The Ministry of Health & Prevention (MoHAP) has issued a warning against the hazards of buying medicines online or relying on their advertised claims.
The ministry has strongly warned against the use of a dietary supplement produced from red rice yeast claiming its ability to unclog blood vessels.
It further underlined that this product is not licensed by MoHAP and its specifications are unknown. All the communicated information by the product is deceptive and not based on scientific grounds. Consuming these products could lead to health hazards to patients with high cholesterol and hypertension.
MoHAP said that its inspection team spotted a video on social media about a Asian man promoting a natural product containing red rice yeast.
He allegedly claimed that the product, after a month-long use, can help in unclogging and cleansing arteries, getting rid of cholesterol, triglyceride, and hypertension. It could protect users from heart attacks, improve blood circulation, enhance memory, physical activity, and sleep patterns.
Dr Amin Hussein Al Amiri, Assistant Undersecretary for Public Health Policy and Licensing said that the promotion of dietary supplements that are of unknown origin and not registered, whether locally or internationally, is morally unacceptable and may lead to health hazards since there are no sufficient studies and information about the product and its specifications.
Dr Al Amiri also warned about the risks arising from buying medicines and dietary supplements online and getting them delivered to their homes.
He further said: "Buying medicine and dietary supplements online became global practice. Therefore, MoHAP imposes strict measures to reduce the entry of such medicines to the country.
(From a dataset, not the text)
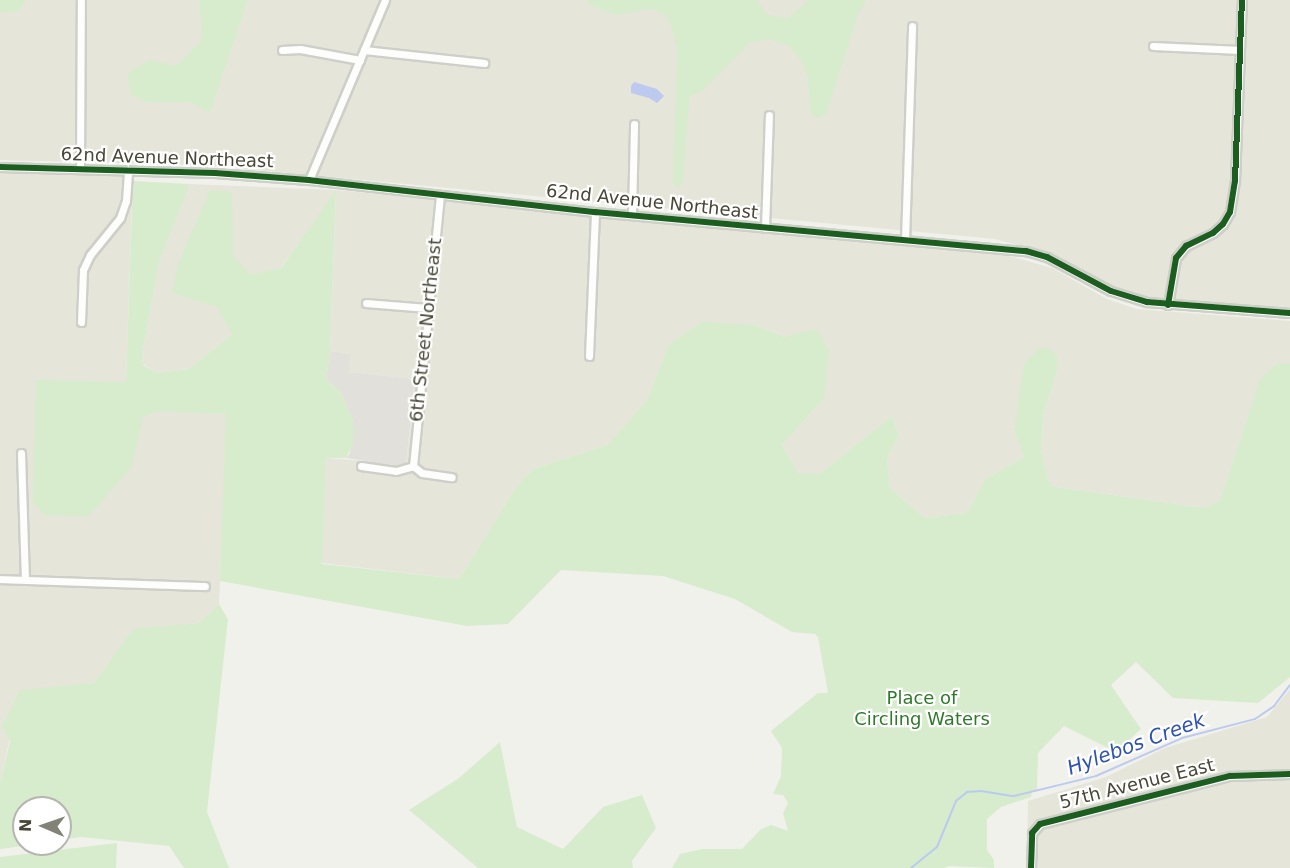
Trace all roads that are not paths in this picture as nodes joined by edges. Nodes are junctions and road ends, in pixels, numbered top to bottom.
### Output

The measures include the MoHAP employees being on an surveillance with Customs' employees across the country's airports and ports."
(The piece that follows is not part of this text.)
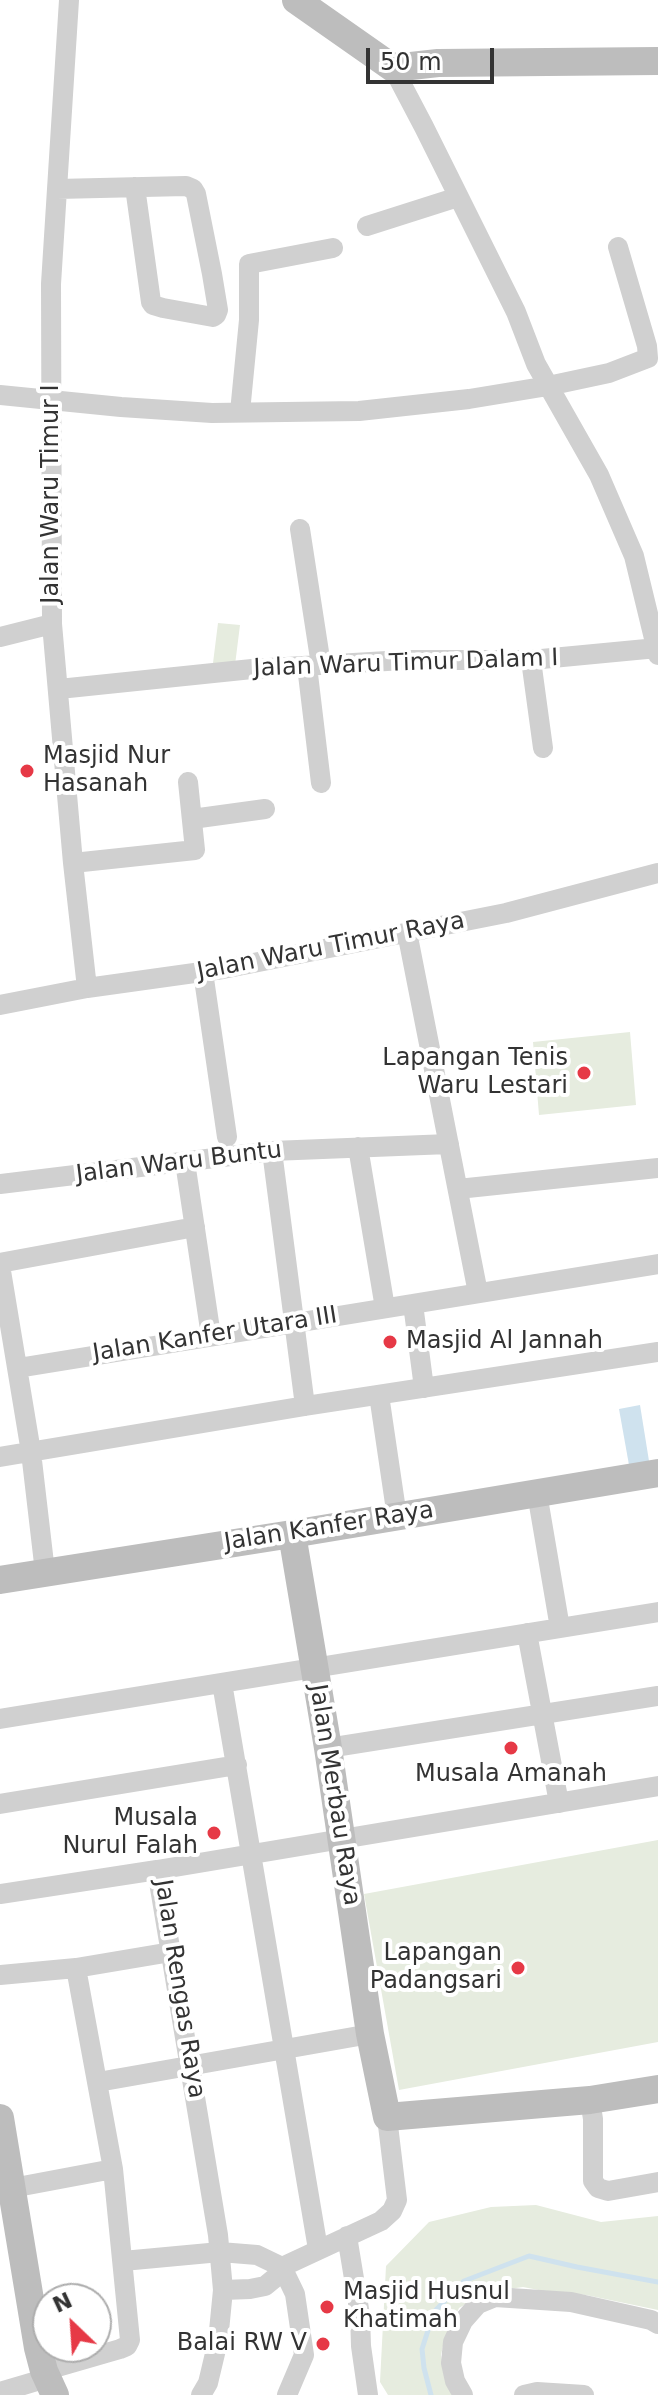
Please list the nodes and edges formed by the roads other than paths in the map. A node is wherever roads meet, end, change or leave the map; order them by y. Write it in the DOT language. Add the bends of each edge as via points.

"If the inspection bodies seized such products, they would refer the package to MoHAP's employees to be destroyed," Al Amiri added.
"Social media platforms are a positive environment, but they might be used for false allegations. In order to increase their followers, some pages exploit people's concerns about finding the treatment for some chronic diseases without using the registered medicines. Unfortunately, this type of information finds credibility among some individuals who share, copy or republish this information in forums and chatting apps due to the simplicity of dealing with social media apps," Al Amiri elaborated.
He noted that some of this false information could lead to the loss of confidence in the approved medicines for which the pharmaceuticals have spent billions of dollars in conducting research, in addition to hundreds of experiments and trials before its approval.
Generating such rumors or triggering them is a violation of the informatics regulations," said Al Amiri.